No reformer would, however, for a moment propose to add any functions or powers to London's only central Poor Law organisation, the Metropolitan Asylums Board. London needs a single Poor Law Council, which, like its County Council and School Board, must spring exclusively from the direct election of the people. The Poor Law Council should retain for itself all power of deciding the principles of administration and of poor relief, delegating nothing to local boards of "district almoners" but the duty of administering and granting relief upon those principles. It would naturally take over all the powers, duties, and property of the Metropolitan Asylums Board, and the administration of all workhouses, casual wards, and Poor Law schools. The London Poor Law Council should be placed as nearly as may be practicable in the same position as regards independence of the Local Government Board as the London County Council and School Board.
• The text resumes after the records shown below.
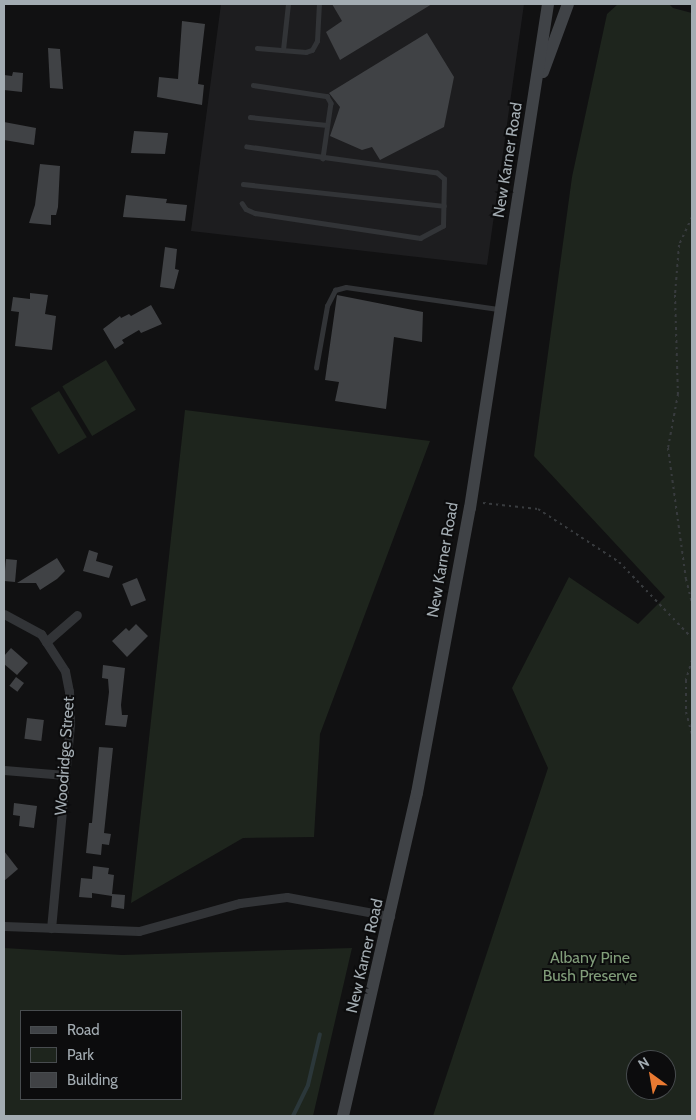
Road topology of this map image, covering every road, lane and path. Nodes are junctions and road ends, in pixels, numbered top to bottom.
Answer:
1 (288, 4) edge
2 (319, 4) edge
3 (548, 4) edge
4 (568, 4) edge
5 (257, 48) dead end
6 (283, 50) junction
7 (253, 85) dead end
8 (534, 98) junction
9 (250, 117) dead end
10 (327, 125) junction
11 (247, 148) dead end
12 (323, 158) junction
13 (243, 184) dead end
14 (242, 203) dead end
15 (444, 206) junction
16 (692, 217) edge
17 (502, 309) junction
18 (316, 368) dead end
19 (470, 502) junction
20 (692, 602) edge
21 (4, 614) edge
22 (77, 615) dead end
23 (692, 638) edge
24 (46, 642) junction
25 (692, 660) edge
26 (692, 735) edge
27 (4, 770) edge
28 (65, 775) junction
29 (390, 916) junction
30 (4, 926) edge
31 (51, 928) junction
32 (343, 1116) edge

1 - 6 lane
2 - 6 lane
3 - 8 main road, New Karner Road
4 - 8 main road
5 - 6 lane
7 - 10 lane
8 - 17 main road, New Karner Road
9 - 10 lane
10 - 12 lane
11 - 12 lane
12 - 15 lane
13 - 15 lane
14 - 15 lane
16 - 20 path
17 - 18 lane
17 - 19 main road, New Karner Road
19 - 23 path
19 - 29 main road, New Karner Road
21 - 24 street, Woodridge Street
22 - 24 street
24 - 28 street, Woodridge Street
25 - 26 path
27 - 28 street
28 - 31 street, Woodridge Street
29 - 31 street
29 - 32 main road, New Karner Road
30 - 31 street

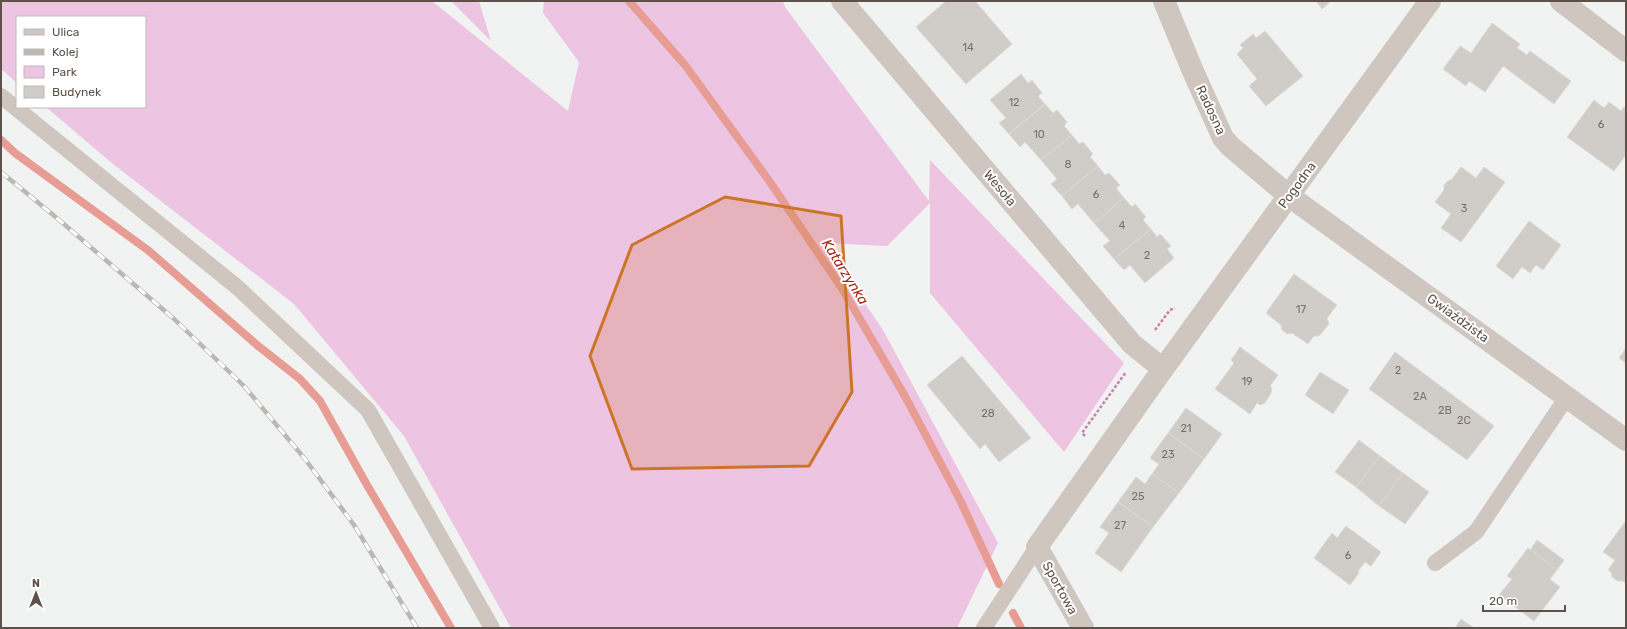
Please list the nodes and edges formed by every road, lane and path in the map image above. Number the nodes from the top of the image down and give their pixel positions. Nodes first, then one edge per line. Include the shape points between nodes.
1 (842, 1) edge
2 (1164, 1) edge
3 (1430, 1) edge
4 (1561, 1) edge
5 (1626, 51) edge
6 (1, 96) edge
7 (1290, 196) junction
8 (1130, 366) dead end
9 (1163, 369) junction
10 (1567, 396) junction
11 (1082, 433) dead end
12 (1626, 440) edge
13 (1037, 547) junction
14 (1435, 563) dead end
15 (492, 628) edge
16 (984, 628) edge
17 (1083, 628) edge

1 - 9 street, Wesoła via 1132,344
2 - 7 street, Radosna via 1223,138
3 - 7 street, Pogodna
4 - 5 street
6 - 15 lane via 237,287 368,410
7 - 9 street, Pogodna
7 - 10 street, Gwiaździsta
8 - 11 path
9 - 13 street, Pogodna
10 - 12 street, Gwiaździsta
10 - 14 lane via 1476,532
13 - 16 lane
13 - 17 street, Sportowa

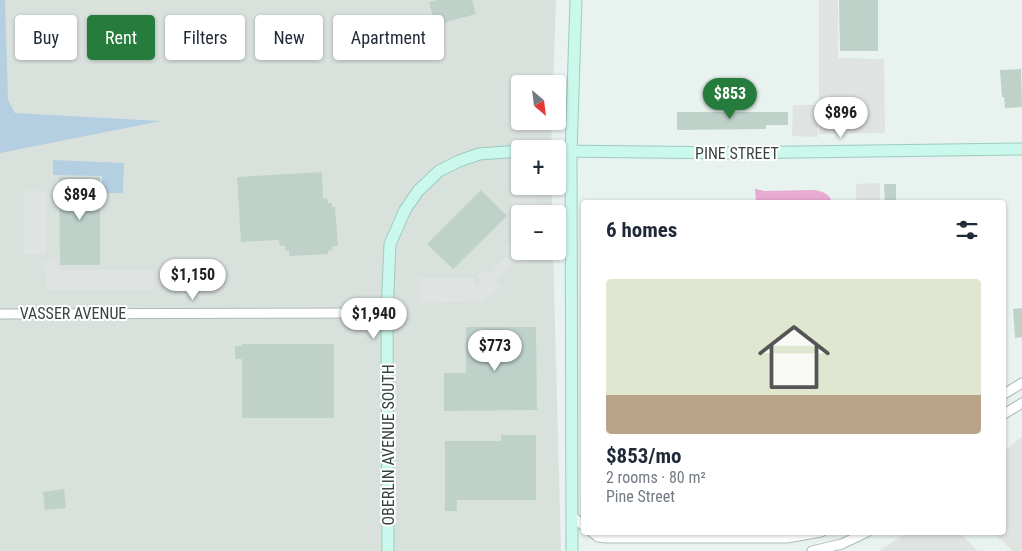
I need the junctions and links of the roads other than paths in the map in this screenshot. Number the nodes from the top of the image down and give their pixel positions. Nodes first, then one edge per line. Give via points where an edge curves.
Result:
1 (576, 0) edge
2 (1022, 149) edge
3 (511, 151) edge
4 (566, 152) edge
5 (571, 152) junction
6 (387, 313) junction
7 (0, 314) edge
8 (1022, 383) edge
9 (1006, 393) edge
10 (1022, 402) edge
11 (1006, 413) edge
12 (572, 516) junction
13 (581, 524) edge
14 (596, 535) edge
15 (804, 535) edge
16 (861, 535) edge
17 (388, 551) edge
18 (572, 551) edge
19 (812, 551) edge

1 - 5 street
2 - 5 street, PINE STREET
3 - 6 street, OBERLIN AVENUE SOUTH via 490,152 459,160 439,171 418,191 405,210 390,244
4 - 5 street
5 - 12 street
6 - 7 street, VASSER AVENUE
6 - 17 street, OBERLIN AVENUE SOUTH
8 - 9 street
10 - 11 street
12 - 13 street
12 - 18 street
14 - 15 street via 607,538 787,538
16 - 19 street via 842,544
Outside the Metropolis it appears unnecessary to make any immediate alteration of Poor Law machinery or change in Poor Law areas. The existing 647 Poor Law Unions cannot be disturbed without the most serious readjustments of property, debts, officers, rates, and official machinery. No one would propose to transfer them to the County Councils, which are quite unfitted for the detailed examination of individual cases which should form the leading feature in Poor Law administration. It will probably be found that "district" as distinct from "parish" councils' are needed only in London, where they will replace the existing vestries and district boards of works. In a few of the larger counties an authority intermediate between the parish and the shire may be called for; but this can best be supplied by local committees of the county council, empowered to administer local affairs on the lines laid down by the whole council. Even in page 19 these eases the Poor Law Union could not be adopted as the area, because it is desirable that the areas of the local committees should be, as far as possible, homogeneous in character, with special separation of urban from purely rural districts. Now most of the Poor Law Unions were deliberately formed so as to unite urban with rural districts, in order somewhat to equalise the rates, and distribute any special pressure. They often cut across municipal boundaries and unite the most diverse districts. Thus, the Barton Regis Union includes Clifton and other suburbs of Bristol, with a large slice of purely agricultural country. Leeds is in three Poor Law Unions, each containing a huge cantle of the neighbouring rural area. The omission of the Poor Law administration from the Local Government Act was an inevitable necessity of the incongruity of the union areas with those of any possible arrangement of district councils.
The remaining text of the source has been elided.